__Task input__.
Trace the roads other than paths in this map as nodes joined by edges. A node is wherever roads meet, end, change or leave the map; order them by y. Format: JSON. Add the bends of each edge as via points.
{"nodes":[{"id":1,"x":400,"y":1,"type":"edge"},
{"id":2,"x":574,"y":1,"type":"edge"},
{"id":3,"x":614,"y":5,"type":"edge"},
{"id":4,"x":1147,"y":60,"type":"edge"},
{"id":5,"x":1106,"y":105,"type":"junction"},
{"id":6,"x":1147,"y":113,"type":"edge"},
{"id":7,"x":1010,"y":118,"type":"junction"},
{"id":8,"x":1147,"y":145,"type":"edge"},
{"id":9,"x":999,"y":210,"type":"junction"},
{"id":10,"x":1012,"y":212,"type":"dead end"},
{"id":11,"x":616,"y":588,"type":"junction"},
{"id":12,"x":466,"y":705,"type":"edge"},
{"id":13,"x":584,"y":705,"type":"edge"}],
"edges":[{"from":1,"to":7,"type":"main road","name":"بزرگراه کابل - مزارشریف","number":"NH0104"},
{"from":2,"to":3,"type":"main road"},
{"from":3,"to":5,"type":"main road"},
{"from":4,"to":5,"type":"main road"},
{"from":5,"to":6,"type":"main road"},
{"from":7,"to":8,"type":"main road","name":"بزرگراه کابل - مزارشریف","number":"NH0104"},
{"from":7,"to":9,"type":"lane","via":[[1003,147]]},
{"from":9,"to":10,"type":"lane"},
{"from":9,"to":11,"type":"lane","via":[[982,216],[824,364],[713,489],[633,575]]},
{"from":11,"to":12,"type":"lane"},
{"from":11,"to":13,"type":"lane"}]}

__Task prompt__. Copy out every line of the listing that contains the string "nodes".

__Answer box__.
Trace the roads other than paths in this map as nodes joined by edges. A node is wherever roads meet, end, change or leave the map; order them by y. Format: JSON. Add the bends of each edge as via points.
{"nodes":[{"id":1,"x":400,"y":1,"type":"edge"},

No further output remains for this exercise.